Decatur police, fire departments join Decatur school in safety event

Westside Eagle Observer/MIKE ECKELS Andrew Chaffin (center), flight nurse, and Eril Brotherton (right), pilot, explain the controls of their Air Evac helicopter to students at Northside Elementary during the Decatur District's Fire Safety Day on Friday.
Westside Eagle Observer/MIKE ECKELS Andrew Chaffin (center), flight nurse, and Eril Brotherton (right), pilot, explain the controls of their Air Evac helicopter to students at Northside Elementary during the Decatur District's Fire Safety Day on Friday.

DECATUR -- Members of the Decatur and Centerton Fire Departments, along with a Northwest Heath Ambulance and Air Evac Unit 4 from Springdale, converged on Decatur Northside Elementary not to fight a fire or transport patients to the hospital but to teach students the importance of fire safety and the equipment first responders use to save lives.

Several Decatur firefighters brought Decatur Tanker Unit 2413, Pumper 2412 and Rescue 2451 for the display area in the north parking lot of the elementary school.

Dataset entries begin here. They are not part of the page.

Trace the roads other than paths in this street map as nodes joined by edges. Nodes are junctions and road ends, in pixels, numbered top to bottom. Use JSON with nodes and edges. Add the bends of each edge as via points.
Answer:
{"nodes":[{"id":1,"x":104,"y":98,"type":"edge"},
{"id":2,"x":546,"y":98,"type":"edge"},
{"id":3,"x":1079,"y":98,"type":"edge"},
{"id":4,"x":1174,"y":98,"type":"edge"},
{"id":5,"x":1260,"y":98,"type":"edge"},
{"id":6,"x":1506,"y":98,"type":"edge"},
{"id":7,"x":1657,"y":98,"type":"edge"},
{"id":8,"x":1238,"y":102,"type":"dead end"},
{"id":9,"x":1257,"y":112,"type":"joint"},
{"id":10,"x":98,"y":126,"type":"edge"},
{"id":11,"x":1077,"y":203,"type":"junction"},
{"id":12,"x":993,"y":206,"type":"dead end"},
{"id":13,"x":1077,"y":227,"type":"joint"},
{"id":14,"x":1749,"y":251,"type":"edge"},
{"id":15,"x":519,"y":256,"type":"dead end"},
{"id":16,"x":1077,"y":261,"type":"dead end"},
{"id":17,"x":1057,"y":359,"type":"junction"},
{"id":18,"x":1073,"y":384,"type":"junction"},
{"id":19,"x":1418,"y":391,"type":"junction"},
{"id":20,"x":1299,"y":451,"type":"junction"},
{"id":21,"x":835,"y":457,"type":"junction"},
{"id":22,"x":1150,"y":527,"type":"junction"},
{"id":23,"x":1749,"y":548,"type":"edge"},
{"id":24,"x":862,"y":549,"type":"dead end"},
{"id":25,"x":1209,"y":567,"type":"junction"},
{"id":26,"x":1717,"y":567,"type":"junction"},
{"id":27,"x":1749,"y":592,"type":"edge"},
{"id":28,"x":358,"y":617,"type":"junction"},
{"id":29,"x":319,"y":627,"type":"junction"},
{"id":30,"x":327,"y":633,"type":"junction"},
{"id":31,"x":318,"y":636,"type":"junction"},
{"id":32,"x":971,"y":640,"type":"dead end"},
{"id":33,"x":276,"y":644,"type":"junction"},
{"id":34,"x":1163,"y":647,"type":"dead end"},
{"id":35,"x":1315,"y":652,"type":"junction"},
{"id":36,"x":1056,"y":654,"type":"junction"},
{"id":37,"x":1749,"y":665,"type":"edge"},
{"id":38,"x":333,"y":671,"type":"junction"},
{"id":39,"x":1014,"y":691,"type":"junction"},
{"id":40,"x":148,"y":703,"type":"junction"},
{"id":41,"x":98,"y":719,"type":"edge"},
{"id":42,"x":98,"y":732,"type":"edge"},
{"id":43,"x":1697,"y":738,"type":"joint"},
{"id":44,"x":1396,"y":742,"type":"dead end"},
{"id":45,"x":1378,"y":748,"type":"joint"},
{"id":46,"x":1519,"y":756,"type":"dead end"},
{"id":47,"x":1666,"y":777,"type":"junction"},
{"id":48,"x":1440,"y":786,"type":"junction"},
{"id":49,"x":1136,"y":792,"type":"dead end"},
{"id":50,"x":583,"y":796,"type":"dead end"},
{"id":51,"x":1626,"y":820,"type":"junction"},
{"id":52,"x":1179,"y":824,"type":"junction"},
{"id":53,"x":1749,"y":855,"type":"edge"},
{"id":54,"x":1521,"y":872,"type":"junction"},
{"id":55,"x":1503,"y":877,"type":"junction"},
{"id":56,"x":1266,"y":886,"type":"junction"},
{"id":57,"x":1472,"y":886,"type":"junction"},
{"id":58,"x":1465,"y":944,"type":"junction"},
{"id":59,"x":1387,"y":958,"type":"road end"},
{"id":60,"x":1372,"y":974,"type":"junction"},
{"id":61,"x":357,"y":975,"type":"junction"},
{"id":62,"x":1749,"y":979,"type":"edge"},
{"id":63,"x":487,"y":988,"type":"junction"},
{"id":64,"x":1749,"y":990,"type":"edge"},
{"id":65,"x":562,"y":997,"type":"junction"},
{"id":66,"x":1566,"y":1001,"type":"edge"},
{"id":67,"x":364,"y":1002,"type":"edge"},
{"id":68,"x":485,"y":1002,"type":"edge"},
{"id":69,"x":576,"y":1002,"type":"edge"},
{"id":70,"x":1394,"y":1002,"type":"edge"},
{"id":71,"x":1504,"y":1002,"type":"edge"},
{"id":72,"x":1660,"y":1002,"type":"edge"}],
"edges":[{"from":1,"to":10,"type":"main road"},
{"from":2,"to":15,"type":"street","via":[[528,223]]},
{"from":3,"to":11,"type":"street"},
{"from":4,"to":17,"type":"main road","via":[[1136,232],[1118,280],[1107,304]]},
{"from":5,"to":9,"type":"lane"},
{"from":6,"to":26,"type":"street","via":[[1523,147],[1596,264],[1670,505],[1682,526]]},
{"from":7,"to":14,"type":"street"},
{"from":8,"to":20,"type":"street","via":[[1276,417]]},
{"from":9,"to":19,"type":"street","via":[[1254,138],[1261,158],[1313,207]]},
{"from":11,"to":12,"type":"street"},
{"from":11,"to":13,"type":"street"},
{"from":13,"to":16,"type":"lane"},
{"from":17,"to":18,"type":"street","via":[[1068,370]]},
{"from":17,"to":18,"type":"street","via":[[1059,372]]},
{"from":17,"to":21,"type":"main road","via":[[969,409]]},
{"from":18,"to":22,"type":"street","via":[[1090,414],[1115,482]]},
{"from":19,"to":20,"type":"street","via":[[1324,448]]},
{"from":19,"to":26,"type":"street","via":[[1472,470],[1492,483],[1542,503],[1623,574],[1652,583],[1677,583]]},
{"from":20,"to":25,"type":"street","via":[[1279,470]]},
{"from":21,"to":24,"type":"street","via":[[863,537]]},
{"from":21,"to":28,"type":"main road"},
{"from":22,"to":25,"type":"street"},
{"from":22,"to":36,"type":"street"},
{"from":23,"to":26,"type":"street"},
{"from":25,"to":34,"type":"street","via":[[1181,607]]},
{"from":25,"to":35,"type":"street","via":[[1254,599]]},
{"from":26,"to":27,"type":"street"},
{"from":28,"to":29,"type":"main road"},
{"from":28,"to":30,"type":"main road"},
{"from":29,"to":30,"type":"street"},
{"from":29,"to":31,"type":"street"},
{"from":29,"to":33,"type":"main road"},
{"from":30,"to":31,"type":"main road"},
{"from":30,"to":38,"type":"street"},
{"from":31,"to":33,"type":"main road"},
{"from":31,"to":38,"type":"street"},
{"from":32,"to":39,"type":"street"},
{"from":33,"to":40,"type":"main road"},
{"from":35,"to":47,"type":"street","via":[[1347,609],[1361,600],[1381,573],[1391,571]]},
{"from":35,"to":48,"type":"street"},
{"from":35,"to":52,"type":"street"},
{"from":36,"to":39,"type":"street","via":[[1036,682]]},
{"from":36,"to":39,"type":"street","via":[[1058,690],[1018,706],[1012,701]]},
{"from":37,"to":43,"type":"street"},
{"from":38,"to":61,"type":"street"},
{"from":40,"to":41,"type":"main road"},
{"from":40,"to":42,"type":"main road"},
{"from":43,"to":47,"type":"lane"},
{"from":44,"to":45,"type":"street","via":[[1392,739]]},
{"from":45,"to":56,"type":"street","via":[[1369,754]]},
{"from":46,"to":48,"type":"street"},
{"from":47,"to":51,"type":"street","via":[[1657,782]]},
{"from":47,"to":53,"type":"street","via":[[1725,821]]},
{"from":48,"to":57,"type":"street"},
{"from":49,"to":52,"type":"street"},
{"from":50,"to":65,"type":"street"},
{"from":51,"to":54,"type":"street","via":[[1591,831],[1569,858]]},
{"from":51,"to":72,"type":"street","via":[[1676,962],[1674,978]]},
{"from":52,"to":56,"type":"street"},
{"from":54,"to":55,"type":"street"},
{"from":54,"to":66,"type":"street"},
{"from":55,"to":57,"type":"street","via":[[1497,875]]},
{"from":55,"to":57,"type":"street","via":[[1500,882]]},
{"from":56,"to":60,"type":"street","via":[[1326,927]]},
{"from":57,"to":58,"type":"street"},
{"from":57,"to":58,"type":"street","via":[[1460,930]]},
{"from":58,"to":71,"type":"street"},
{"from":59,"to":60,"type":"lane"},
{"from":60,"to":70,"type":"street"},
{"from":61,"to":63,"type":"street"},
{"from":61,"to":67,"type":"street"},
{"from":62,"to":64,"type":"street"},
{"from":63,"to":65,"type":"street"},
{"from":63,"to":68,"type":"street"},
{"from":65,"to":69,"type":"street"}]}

Clint Bush, a member of the Centerton Fire Department, brought Centerton's Station 6 Ladder unit 631, completing the fire department display.

Northwest Health set one of its units with first responders Billy Emmons and Gary Osburn to show the students through a working ambulance, complete with an EKG monitor, oxygen and a stretcher.

At 10 a.m. the morning silence was broken with the sounds of an inbound helicopter from Springdale. Air Evac Unit 4 with pilot Eril Brotherton, flight nurse Andrew Chaffin and flight paramedic Doug Baher landed on the school open playground, completing the Fire Day display.

Students from Decatur Pre-K school and Northside kindergarten through fourth grade got the chance to tour all the display vehicles and the helicopter and asked questions of the firefighters, paramedics and flight crew.

In the afternoon, the three Decatur Fire Department units moved to the parking lot of Decatur High School, talking to middle and high school students about fire safety.

The Oct. 4 events kicked off National Fire Safety/Fire Prevention Week which runs from Oct. 6-12. The week in which Oct. 9 falls each year was set aside for this event by a proclamation of President Calvin Coolidge in 1925 as a way to teach children the importance of fire prevention.